The Big Data industry has a problem: what makes a Hadoop Developer? Is it someone who has general knowledge about the many tools available in a typical Hadoop ecosystem? Or is it someone who regularly commits to the Apache projects and pushes Hadoop to new levels? I think it’s somewhere in the middle of both.A Hadoop Developer knows about the core Hadoop components like Hive, Pig, Oozie, HDFS, Sqoop, or Flume (list not comprehensive), they can use all these tools together to ingest, analyze and present data, and they’re not afraid to look into the source code to see what’s really going on behind the scenes.
From there, I propose that there are certain tiers of developer (modeled after the Sith in Star Wars, naturally): Apprentice Hadoopster, Marauding Hadoopster, Master Hadoopster, and Hadoop Lord.
The Apprentice Hadoopster has basic working knowledge of the Forc… I mean Hadoop tools: he has read the tutorials, spun up a virtual machine or two, scratched at CSV data with Pig or Hive, and can hold a conversation about Hadoop.
The Marauding Hadoopster is well versed in Hadoop tools. He is able to use his knowledge to solve any problem using Hadoop. These solutions may not be the most eloquent nor might they be the best solution, however. He can answer questions about virtually any tool: syntax, usage, and origin–whether or not he’s always right is less important. He is able to show an Apprentice Hadoopster the path to enlightenment, but being a mentor for the apprentice might not be the best idea.
The Master Hadoopster is an expert when it comes to knowledge of Hadoop. He has spent years using the various tools and is familiar with how and when they should be used. He also knows when NOT to use a certain tool. He knows where to look for information, he knows who to ask for help, and he knows the difference between a data problem and a big data problem. He can and should mentor and train apprentices and marauders.
The Hadoop Lords are Doug Cutting and Mike Cafarella, the inventors of Hadoop. That is all.
So really there are 3 levels of Hadoopster (unless you are Doug or Mike, in which case: hey!) that you should really worry about. And honestly, Hadoop is such a huge and intricate ecosystem of tools that a Master in one area will be an Apprentice in another. One person cannot know everything about every tool in Hadoop. Anyone who tells you otherwise does not know anything about Hadoop, I guarantee it.

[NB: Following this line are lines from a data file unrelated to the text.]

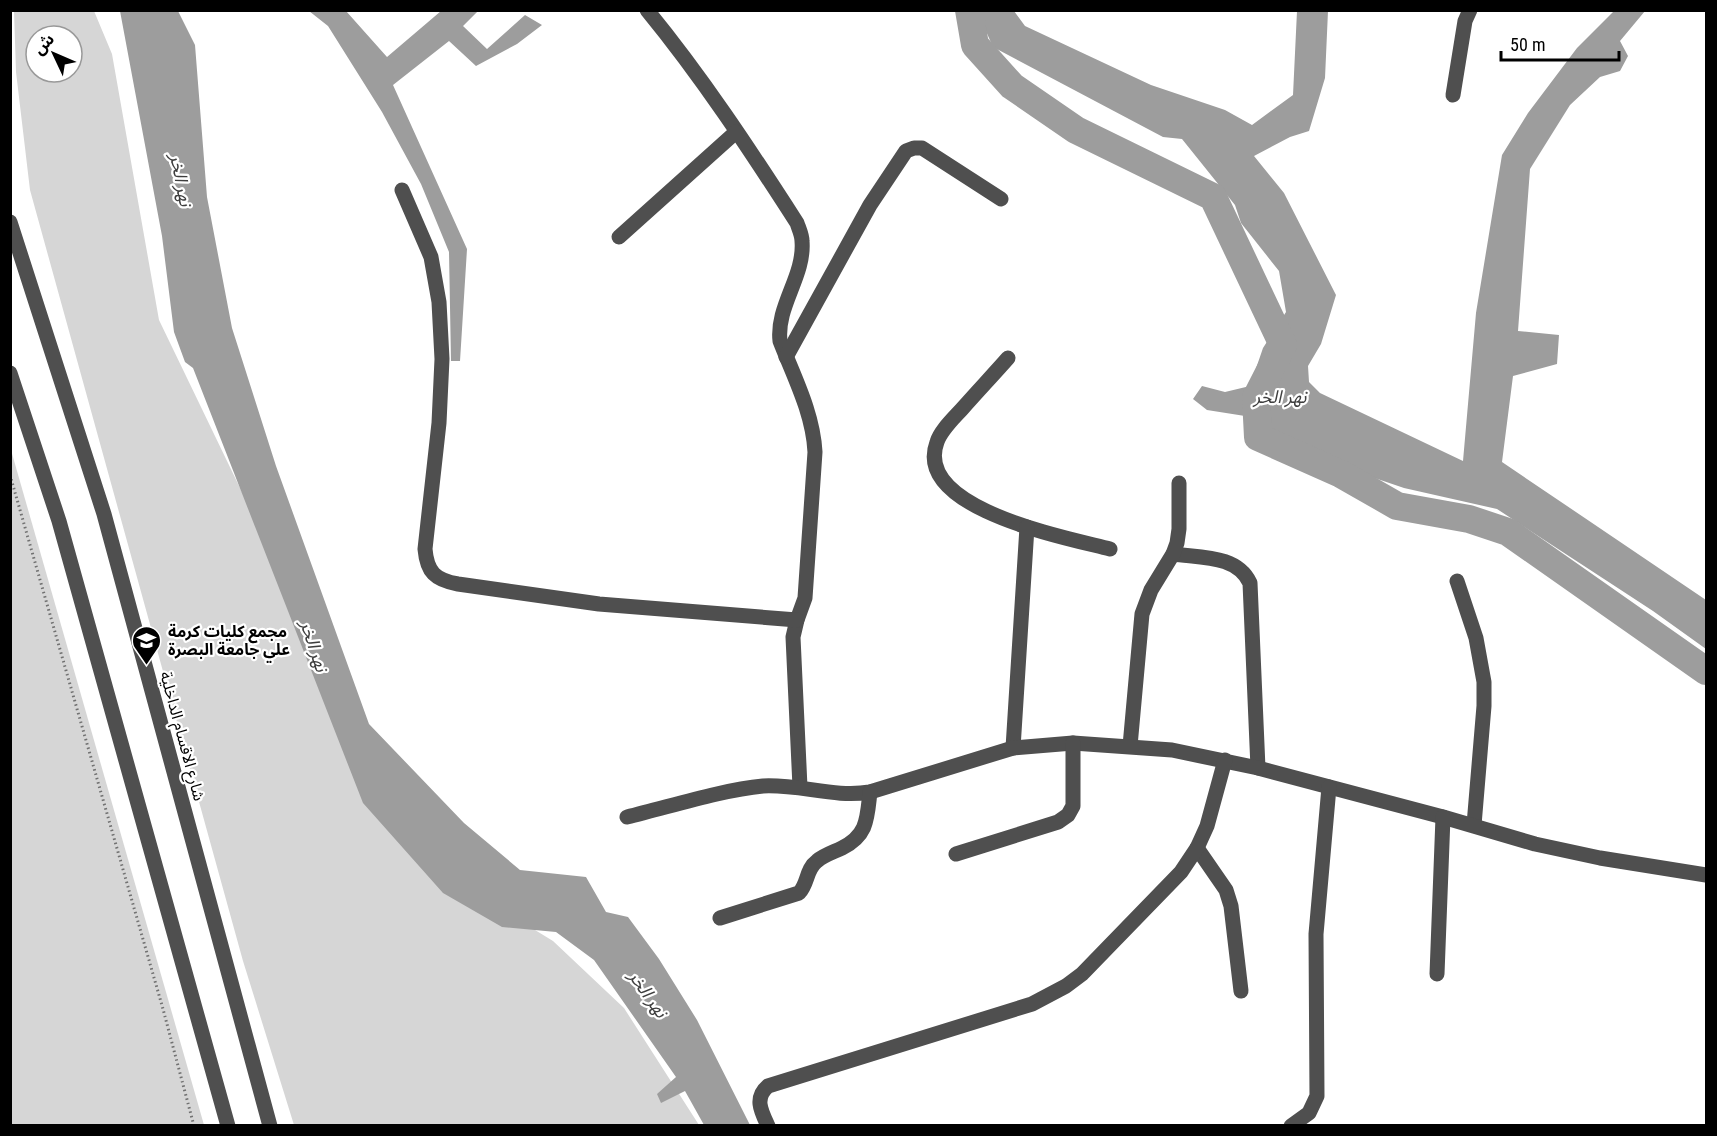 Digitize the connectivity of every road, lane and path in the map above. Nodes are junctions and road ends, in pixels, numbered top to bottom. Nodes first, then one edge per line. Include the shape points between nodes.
1 (646, 10) edge
2 (1470, 10) edge
3 (1453, 95) dead end
4 (736, 132) junction
5 (402, 190) dead end
6 (1000, 199) dead end
7 (10, 222) edge
8 (619, 237) dead end
9 (786, 357) junction
10 (1008, 358) dead end
11 (10, 372) edge
12 (10, 475) edge
13 (1179, 483) dead end
14 (1027, 527) junction
15 (1110, 549) dead end
16 (1173, 554) junction
17 (1457, 581) dead end
18 (797, 620) junction
19 (1073, 743) junction
20 (1130, 746) junction
21 (1013, 748) junction
22 (1225, 760) junction
23 (1258, 768) junction
24 (800, 787) junction
25 (1329, 787) junction
26 (870, 792) junction
27 (627, 817) dead end
28 (1443, 817) junction
29 (1474, 825) junction
30 (1197, 848) junction
31 (956, 854) dead end
32 (1707, 875) edge
33 (720, 918) dead end
34 (1437, 974) dead end
35 (1241, 991) dead end
36 (194, 1125) edge
37 (228, 1125) edge
38 (270, 1125) edge
39 (768, 1125) edge
40 (1291, 1125) edge

1 - 4 street
2 - 3 street
4 - 8 street
4 - 9 street via 797,223 802,238 802,252 779,330
5 - 18 street via 431,257 439,302 439,423 425,549 426,562 433,574 444,582 599,604
6 - 9 street via 922,148 906,151 870,206
7 - 38 street, شارع الاقسام الداخلية via 104,514
9 - 18 street via 810,416 815,452 805,598
10 - 14 street via 948,425 937,440 933,457 938,473 963,498
11 - 37 street via 59,520
12 - 36 path
13 - 16 street via 1179,529
14 - 15 street
14 - 21 street
16 - 20 street via 1151,590 1142,614
16 - 23 street via 1224,561 1246,573 1250,583
17 - 29 street via 1476,638 1484,682
18 - 24 street via 793,649
19 - 20 street
19 - 21 street
19 - 31 street via 1074,800 1068,815 1058,822
20 - 22 street
21 - 26 street
22 - 23 street
22 - 30 street
23 - 25 street
24 - 26 street via 846,795
24 - 27 street via 744,789
25 - 28 street
25 - 40 street via 1316,934 1317,1096 1308,1113
26 - 33 street via 862,832 849,844 817,861 799,894
28 - 29 street
28 - 34 street
29 - 32 street via 1589,856
30 - 35 street via 1226,890 1231,906
30 - 39 street via 1159,896 1066,986 1032,1004 768,1086 762,1090 759,1104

So say you’ve been doing the “Hadoop Thing” for a while now and feel that you deserve some recognition of your mastery of Big Data. One such gratification of that desire is the Hortonworks Data Platform Certified Developer (HDPCD) Exam. From that website:
The purpose of this exam is to provide organizations that use Hadoop with a means of identifying suitably qualified staff to develop Hadoop applications for storing, processing, and analyzing data stored in Hadoop using the open-source tools of the Hortonworks Data Platform (HDP), including Pig, Hive, Sqoop and Flume.

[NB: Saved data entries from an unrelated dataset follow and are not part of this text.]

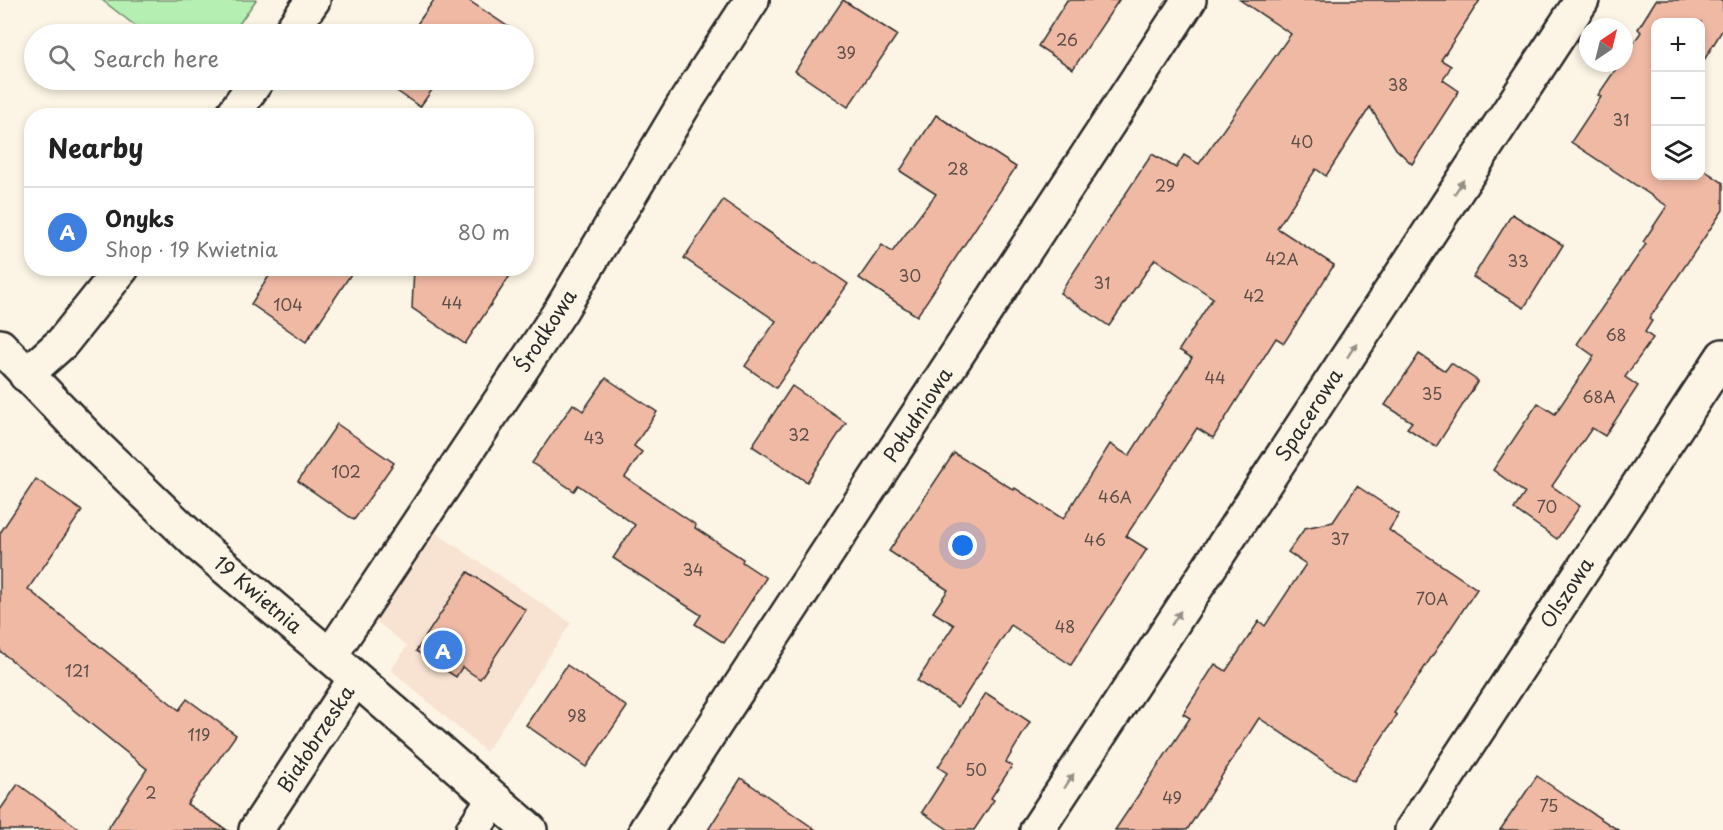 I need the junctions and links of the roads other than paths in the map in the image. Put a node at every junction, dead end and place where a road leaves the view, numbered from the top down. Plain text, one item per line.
1 (313, 0) edge
2 (752, 0) edge
3 (1189, 0) edge
4 (1582, 0) edge
5 (296, 24) edge
6 (250, 90) edge
7 (238, 108) edge
8 (116, 276) edge
9 (0, 346) edge
10 (1723, 356) edge
11 (26, 375) junction
12 (330, 656) junction
13 (355, 679) junction
14 (493, 800) junction
15 (256, 830) edge
16 (473, 830) edge
17 (530, 830) edge
18 (646, 830) edge
19 (1037, 830) edge
20 (1412, 830) edge

1 - 5 street
2 - 12 street, Środkowa
3 - 18 street, Południowa
19 -> 4 street, Spacerowa
6 - 7 street
8 - 11 street
9 - 11 street, 19 Kwietnia
10 - 20 street, Olszowa
11 - 12 street, 19 Kwietnia
12 - 13 street, 19 Kwietnia
13 - 14 street, 19 Kwietnia
13 - 15 street, Białobrzeska
14 - 16 street
14 - 17 street, 19 Kwietnia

I think that’s a noble purpose for a certification exam. Also considering the exam is being given by one of the largest distributors of Hadoop in the world, I think they have a decent grasp on what a Hadoop Developer should be able to do.
In the coming posts, I’ll go over everything you need to know for this exam according to Hortonworks. Not as a way to help others cheat on it, but to help others along the path of enlightenment. I also want to make sure that I understand everything that a Certified Developer needs to know.
Knowledge is Power!